■ **About this task**
Determine the number of lines in the data that contain "Patria". Answer with that number only.

■ **Exercise inputs**
————————

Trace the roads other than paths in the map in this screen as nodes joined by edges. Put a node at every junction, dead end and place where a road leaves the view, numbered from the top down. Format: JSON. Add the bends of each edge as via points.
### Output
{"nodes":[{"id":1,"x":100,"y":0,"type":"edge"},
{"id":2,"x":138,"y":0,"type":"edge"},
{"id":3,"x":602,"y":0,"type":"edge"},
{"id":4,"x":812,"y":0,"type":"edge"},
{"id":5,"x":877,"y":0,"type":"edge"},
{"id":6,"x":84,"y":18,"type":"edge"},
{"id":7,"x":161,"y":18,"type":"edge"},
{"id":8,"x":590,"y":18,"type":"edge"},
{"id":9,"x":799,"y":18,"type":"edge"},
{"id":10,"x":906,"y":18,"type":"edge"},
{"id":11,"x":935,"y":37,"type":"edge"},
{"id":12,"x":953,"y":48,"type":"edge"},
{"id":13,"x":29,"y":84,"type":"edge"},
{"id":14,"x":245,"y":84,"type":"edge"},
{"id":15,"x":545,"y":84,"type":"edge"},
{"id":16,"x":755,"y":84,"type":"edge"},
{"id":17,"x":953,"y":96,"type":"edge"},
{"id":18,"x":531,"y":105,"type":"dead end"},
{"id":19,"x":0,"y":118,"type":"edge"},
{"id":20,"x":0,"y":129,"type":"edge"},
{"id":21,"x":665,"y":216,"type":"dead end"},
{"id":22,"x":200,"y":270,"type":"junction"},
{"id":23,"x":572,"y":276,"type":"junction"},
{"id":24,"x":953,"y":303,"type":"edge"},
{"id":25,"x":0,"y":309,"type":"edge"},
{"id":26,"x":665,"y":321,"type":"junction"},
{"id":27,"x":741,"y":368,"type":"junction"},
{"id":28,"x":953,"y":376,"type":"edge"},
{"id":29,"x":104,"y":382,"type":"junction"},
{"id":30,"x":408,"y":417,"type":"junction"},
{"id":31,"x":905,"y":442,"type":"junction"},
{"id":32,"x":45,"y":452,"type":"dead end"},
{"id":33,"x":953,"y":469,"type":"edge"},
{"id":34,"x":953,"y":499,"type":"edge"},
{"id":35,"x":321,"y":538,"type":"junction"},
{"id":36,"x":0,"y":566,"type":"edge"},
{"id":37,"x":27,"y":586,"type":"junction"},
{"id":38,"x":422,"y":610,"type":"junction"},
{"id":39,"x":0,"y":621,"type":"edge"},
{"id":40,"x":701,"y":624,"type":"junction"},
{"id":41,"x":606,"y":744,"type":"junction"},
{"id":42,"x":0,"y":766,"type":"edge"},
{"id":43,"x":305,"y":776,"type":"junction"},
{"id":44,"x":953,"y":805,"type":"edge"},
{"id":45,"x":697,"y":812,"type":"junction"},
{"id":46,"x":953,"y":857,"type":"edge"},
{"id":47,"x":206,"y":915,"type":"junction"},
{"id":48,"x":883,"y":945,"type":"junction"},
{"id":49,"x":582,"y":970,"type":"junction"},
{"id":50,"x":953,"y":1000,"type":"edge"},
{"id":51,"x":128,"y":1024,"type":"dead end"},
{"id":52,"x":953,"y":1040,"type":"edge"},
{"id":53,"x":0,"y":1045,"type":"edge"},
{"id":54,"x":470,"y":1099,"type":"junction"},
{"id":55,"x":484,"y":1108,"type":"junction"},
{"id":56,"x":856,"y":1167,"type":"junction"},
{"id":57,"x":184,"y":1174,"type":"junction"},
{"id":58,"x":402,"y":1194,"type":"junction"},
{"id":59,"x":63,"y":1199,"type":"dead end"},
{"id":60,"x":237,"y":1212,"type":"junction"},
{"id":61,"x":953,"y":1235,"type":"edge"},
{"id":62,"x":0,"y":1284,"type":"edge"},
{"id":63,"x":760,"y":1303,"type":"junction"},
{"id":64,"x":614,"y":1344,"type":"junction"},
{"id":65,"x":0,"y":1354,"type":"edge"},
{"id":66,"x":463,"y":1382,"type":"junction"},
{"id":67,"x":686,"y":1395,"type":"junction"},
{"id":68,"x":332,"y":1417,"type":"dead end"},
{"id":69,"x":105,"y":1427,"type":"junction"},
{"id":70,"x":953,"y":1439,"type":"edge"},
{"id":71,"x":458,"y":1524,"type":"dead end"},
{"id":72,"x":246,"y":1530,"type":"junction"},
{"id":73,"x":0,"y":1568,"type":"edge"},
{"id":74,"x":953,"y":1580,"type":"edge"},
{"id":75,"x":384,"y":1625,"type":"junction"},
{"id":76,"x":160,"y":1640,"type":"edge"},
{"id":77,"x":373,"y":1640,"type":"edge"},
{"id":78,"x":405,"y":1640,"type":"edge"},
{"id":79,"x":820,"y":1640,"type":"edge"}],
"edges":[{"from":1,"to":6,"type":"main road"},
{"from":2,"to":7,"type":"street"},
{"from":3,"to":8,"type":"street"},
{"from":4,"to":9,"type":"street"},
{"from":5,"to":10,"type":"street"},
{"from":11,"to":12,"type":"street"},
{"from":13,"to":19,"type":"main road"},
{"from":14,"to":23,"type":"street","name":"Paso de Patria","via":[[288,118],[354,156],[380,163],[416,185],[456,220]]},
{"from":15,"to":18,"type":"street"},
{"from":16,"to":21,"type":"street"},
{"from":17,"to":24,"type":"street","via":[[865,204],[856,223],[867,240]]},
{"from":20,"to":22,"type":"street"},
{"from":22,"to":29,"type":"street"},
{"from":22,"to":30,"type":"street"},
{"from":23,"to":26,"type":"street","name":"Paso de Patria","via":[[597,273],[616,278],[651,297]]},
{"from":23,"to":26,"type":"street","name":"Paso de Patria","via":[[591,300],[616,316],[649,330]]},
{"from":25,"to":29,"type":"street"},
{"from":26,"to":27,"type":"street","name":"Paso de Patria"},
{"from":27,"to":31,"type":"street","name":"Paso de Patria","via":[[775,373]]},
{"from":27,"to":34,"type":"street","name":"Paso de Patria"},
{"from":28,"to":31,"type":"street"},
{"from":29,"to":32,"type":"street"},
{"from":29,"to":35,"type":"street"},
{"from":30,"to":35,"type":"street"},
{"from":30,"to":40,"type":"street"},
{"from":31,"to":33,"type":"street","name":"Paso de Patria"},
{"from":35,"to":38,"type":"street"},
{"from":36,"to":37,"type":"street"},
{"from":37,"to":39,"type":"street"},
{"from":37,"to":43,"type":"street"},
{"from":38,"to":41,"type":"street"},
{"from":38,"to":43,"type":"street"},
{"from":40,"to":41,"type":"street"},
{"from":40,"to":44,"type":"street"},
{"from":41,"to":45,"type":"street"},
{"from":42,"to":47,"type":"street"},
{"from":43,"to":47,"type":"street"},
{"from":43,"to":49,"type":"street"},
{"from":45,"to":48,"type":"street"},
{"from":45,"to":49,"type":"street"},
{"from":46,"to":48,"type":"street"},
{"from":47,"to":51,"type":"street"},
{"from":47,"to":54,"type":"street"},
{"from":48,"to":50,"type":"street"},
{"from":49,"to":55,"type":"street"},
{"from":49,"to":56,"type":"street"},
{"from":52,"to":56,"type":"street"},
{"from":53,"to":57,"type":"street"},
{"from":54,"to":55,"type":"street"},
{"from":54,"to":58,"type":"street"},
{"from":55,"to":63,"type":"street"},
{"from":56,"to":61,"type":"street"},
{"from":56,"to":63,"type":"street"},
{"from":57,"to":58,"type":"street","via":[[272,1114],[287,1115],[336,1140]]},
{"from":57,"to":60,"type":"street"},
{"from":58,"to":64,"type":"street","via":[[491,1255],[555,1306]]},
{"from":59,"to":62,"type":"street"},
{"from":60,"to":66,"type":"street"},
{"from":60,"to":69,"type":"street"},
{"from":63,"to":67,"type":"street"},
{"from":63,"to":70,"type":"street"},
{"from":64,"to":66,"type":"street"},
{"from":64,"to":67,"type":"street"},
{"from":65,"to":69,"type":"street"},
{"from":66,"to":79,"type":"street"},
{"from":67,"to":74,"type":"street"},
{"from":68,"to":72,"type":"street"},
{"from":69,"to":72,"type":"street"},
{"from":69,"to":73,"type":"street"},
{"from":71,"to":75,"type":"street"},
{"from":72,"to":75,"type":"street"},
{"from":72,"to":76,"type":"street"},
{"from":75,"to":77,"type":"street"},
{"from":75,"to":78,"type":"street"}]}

————————

■ **Solved problem**
7